:: Records shown ::
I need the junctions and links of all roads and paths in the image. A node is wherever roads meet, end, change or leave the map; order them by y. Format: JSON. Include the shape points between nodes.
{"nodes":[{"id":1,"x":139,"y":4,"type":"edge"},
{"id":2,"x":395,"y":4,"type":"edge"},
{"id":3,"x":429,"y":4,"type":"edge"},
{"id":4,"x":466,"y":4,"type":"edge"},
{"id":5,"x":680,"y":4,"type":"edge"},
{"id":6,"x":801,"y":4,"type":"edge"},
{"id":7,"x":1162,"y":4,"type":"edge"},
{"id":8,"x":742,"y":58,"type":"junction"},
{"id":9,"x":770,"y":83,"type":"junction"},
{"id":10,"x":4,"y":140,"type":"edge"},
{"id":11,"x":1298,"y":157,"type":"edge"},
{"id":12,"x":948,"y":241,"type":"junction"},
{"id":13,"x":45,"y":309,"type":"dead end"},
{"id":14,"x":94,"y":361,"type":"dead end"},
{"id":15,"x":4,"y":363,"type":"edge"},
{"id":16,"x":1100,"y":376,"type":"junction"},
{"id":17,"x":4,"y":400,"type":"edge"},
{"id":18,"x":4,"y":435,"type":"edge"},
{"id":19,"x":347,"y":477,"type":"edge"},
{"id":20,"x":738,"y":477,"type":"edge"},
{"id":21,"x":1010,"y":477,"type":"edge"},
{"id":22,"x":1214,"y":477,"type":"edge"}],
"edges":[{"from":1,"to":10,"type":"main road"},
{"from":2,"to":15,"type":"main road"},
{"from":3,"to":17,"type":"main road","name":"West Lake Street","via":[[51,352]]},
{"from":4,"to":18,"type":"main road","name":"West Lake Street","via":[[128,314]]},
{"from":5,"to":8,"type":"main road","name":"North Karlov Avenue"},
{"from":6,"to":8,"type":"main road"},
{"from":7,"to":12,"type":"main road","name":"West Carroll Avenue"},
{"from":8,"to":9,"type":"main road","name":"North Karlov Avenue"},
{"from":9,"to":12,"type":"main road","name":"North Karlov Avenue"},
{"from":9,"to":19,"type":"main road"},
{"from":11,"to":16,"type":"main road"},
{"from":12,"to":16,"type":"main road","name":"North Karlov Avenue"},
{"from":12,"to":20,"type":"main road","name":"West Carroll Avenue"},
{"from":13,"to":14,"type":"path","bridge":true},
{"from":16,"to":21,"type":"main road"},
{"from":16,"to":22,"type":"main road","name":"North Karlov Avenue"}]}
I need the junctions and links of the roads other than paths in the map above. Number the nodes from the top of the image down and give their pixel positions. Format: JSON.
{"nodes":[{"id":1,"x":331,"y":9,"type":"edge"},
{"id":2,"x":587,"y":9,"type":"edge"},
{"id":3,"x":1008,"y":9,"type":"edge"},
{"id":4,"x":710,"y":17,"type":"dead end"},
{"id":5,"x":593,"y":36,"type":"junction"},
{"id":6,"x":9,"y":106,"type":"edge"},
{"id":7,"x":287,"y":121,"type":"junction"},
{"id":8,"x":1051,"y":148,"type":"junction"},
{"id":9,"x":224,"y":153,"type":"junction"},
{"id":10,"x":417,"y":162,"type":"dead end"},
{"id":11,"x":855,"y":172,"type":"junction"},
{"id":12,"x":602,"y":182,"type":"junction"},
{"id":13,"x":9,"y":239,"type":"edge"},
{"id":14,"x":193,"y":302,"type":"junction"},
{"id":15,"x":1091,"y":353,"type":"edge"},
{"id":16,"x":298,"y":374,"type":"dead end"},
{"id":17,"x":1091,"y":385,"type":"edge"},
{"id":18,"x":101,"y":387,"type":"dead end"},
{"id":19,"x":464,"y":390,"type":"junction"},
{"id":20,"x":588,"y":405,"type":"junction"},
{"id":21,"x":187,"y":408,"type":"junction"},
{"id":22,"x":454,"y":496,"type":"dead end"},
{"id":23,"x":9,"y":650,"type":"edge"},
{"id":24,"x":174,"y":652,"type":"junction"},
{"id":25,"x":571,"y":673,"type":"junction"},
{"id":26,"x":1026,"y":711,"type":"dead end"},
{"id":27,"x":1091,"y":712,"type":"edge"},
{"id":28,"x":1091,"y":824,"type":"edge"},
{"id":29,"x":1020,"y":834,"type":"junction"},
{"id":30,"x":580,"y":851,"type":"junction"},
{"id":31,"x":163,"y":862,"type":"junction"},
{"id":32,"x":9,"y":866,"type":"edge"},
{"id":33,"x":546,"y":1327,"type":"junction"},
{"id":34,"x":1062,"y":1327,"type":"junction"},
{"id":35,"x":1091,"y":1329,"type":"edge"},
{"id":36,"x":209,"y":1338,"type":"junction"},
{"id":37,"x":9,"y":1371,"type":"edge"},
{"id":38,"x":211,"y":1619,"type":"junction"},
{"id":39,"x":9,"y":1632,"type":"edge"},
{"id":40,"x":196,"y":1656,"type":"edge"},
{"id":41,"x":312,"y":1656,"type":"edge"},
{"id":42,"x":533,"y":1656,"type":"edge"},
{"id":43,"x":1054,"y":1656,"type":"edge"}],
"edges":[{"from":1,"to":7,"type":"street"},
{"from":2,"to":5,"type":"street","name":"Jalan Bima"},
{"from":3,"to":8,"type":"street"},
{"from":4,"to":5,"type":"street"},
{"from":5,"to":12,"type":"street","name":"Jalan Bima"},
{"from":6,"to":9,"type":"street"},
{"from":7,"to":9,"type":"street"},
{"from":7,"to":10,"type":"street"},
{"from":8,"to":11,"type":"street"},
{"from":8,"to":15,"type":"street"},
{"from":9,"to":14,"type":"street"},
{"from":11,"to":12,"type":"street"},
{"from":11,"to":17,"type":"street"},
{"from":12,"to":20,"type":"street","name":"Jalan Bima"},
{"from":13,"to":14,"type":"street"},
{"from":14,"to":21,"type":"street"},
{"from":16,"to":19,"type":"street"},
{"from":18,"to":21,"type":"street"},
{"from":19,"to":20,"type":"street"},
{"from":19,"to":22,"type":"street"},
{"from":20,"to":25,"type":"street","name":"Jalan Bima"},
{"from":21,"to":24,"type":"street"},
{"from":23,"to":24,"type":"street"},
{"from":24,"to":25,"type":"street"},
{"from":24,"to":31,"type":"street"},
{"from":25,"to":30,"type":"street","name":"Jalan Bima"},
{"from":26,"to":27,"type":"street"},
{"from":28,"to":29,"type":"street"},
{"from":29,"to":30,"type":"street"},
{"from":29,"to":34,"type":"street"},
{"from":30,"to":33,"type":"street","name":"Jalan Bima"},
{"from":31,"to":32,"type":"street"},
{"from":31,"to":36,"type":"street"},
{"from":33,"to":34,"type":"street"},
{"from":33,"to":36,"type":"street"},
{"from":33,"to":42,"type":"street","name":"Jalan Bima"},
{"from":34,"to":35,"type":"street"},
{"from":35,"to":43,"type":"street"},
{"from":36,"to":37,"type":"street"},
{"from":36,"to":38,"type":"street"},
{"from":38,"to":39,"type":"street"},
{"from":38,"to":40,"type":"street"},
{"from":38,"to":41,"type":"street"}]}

:: Assignment ::
The answer is every entry, copied word for word.

:: Your solution ::
I need the junctions and links of all roads and paths in the image. A node is wherever roads meet, end, change or leave the map; order them by y. Format: JSON. Include the shape points between nodes.
{"nodes":[{"id":1,"x":139,"y":4,"type":"edge"},
{"id":2,"x":395,"y":4,"type":"edge"},
{"id":3,"x":429,"y":4,"type":"edge"},
{"id":4,"x":466,"y":4,"type":"edge"},
{"id":5,"x":680,"y":4,"type":"edge"},
{"id":6,"x":801,"y":4,"type":"edge"},
{"id":7,"x":1162,"y":4,"type":"edge"},
{"id":8,"x":742,"y":58,"type":"junction"},
{"id":9,"x":770,"y":83,"type":"junction"},
{"id":10,"x":4,"y":140,"type":"edge"},
{"id":11,"x":1298,"y":157,"type":"edge"},
{"id":12,"x":948,"y":241,"type":"junction"},
{"id":13,"x":45,"y":309,"type":"dead end"},
{"id":14,"x":94,"y":361,"type":"dead end"},
{"id":15,"x":4,"y":363,"type":"edge"},
{"id":16,"x":1100,"y":376,"type":"junction"},
{"id":17,"x":4,"y":400,"type":"edge"},
{"id":18,"x":4,"y":435,"type":"edge"},
{"id":19,"x":347,"y":477,"type":"edge"},
{"id":20,"x":738,"y":477,"type":"edge"},
{"id":21,"x":1010,"y":477,"type":"edge"},
{"id":22,"x":1214,"y":477,"type":"edge"}],
"edges":[{"from":1,"to":10,"type":"main road"},
{"from":2,"to":15,"type":"main road"},
{"from":3,"to":17,"type":"main road","name":"West Lake Street","via":[[51,352]]},
{"from":4,"to":18,"type":"main road","name":"West Lake Street","via":[[128,314]]},
{"from":5,"to":8,"type":"main road","name":"North Karlov Avenue"},
{"from":6,"to":8,"type":"main road"},
{"from":7,"to":12,"type":"main road","name":"West Carroll Avenue"},
{"from":8,"to":9,"type":"main road","name":"North Karlov Avenue"},
{"from":9,"to":12,"type":"main road","name":"North Karlov Avenue"},
{"from":9,"to":19,"type":"main road"},
{"from":11,"to":16,"type":"main road"},
{"from":12,"to":16,"type":"main road","name":"North Karlov Avenue"},
{"from":12,"to":20,"type":"main road","name":"West Carroll Avenue"},
{"from":13,"to":14,"type":"path","bridge":true},
{"from":16,"to":21,"type":"main road"},
{"from":16,"to":22,"type":"main road","name":"North Karlov Avenue"}]}
I need the junctions and links of the roads other than paths in the map above. Number the nodes from the top of the image down and give their pixel positions. Format: JSON.
{"nodes":[{"id":1,"x":331,"y":9,"type":"edge"},
{"id":2,"x":587,"y":9,"type":"edge"},
{"id":3,"x":1008,"y":9,"type":"edge"},
{"id":4,"x":710,"y":17,"type":"dead end"},
{"id":5,"x":593,"y":36,"type":"junction"},
{"id":6,"x":9,"y":106,"type":"edge"},
{"id":7,"x":287,"y":121,"type":"junction"},
{"id":8,"x":1051,"y":148,"type":"junction"},
{"id":9,"x":224,"y":153,"type":"junction"},
{"id":10,"x":417,"y":162,"type":"dead end"},
{"id":11,"x":855,"y":172,"type":"junction"},
{"id":12,"x":602,"y":182,"type":"junction"},
{"id":13,"x":9,"y":239,"type":"edge"},
{"id":14,"x":193,"y":302,"type":"junction"},
{"id":15,"x":1091,"y":353,"type":"edge"},
{"id":16,"x":298,"y":374,"type":"dead end"},
{"id":17,"x":1091,"y":385,"type":"edge"},
{"id":18,"x":101,"y":387,"type":"dead end"},
{"id":19,"x":464,"y":390,"type":"junction"},
{"id":20,"x":588,"y":405,"type":"junction"},
{"id":21,"x":187,"y":408,"type":"junction"},
{"id":22,"x":454,"y":496,"type":"dead end"},
{"id":23,"x":9,"y":650,"type":"edge"},
{"id":24,"x":174,"y":652,"type":"junction"},
{"id":25,"x":571,"y":673,"type":"junction"},
{"id":26,"x":1026,"y":711,"type":"dead end"},
{"id":27,"x":1091,"y":712,"type":"edge"},
{"id":28,"x":1091,"y":824,"type":"edge"},
{"id":29,"x":1020,"y":834,"type":"junction"},
{"id":30,"x":580,"y":851,"type":"junction"},
{"id":31,"x":163,"y":862,"type":"junction"},
{"id":32,"x":9,"y":866,"type":"edge"},
{"id":33,"x":546,"y":1327,"type":"junction"},
{"id":34,"x":1062,"y":1327,"type":"junction"},
{"id":35,"x":1091,"y":1329,"type":"edge"},
{"id":36,"x":209,"y":1338,"type":"junction"},
{"id":37,"x":9,"y":1371,"type":"edge"},
{"id":38,"x":211,"y":1619,"type":"junction"},
{"id":39,"x":9,"y":1632,"type":"edge"},
{"id":40,"x":196,"y":1656,"type":"edge"},
{"id":41,"x":312,"y":1656,"type":"edge"},
{"id":42,"x":533,"y":1656,"type":"edge"},
{"id":43,"x":1054,"y":1656,"type":"edge"}],
"edges":[{"from":1,"to":7,"type":"street"},
{"from":2,"to":5,"type":"street","name":"Jalan Bima"},
{"from":3,"to":8,"type":"street"},
{"from":4,"to":5,"type":"street"},
{"from":5,"to":12,"type":"street","name":"Jalan Bima"},
{"from":6,"to":9,"type":"street"},
{"from":7,"to":9,"type":"street"},
{"from":7,"to":10,"type":"street"},
{"from":8,"to":11,"type":"street"},
{"from":8,"to":15,"type":"street"},
{"from":9,"to":14,"type":"street"},
{"from":11,"to":12,"type":"street"},
{"from":11,"to":17,"type":"street"},
{"from":12,"to":20,"type":"street","name":"Jalan Bima"},
{"from":13,"to":14,"type":"street"},
{"from":14,"to":21,"type":"street"},
{"from":16,"to":19,"type":"street"},
{"from":18,"to":21,"type":"street"},
{"from":19,"to":20,"type":"street"},
{"from":19,"to":22,"type":"street"},
{"from":20,"to":25,"type":"street","name":"Jalan Bima"},
{"from":21,"to":24,"type":"street"},
{"from":23,"to":24,"type":"street"},
{"from":24,"to":25,"type":"street"},
{"from":24,"to":31,"type":"street"},
{"from":25,"to":30,"type":"street","name":"Jalan Bima"},
{"from":26,"to":27,"type":"street"},
{"from":28,"to":29,"type":"street"},
{"from":29,"to":30,"type":"street"},
{"from":29,"to":34,"type":"street"},
{"from":30,"to":33,"type":"street","name":"Jalan Bima"},
{"from":31,"to":32,"type":"street"},
{"from":31,"to":36,"type":"street"},
{"from":33,"to":34,"type":"street"},
{"from":33,"to":36,"type":"street"},
{"from":33,"to":42,"type":"street","name":"Jalan Bima"},
{"from":34,"to":35,"type":"street"},
{"from":35,"to":43,"type":"street"},
{"from":36,"to":37,"type":"street"},
{"from":36,"to":38,"type":"street"},
{"from":38,"to":39,"type":"street"},
{"from":38,"to":40,"type":"street"},
{"from":38,"to":41,"type":"street"}]}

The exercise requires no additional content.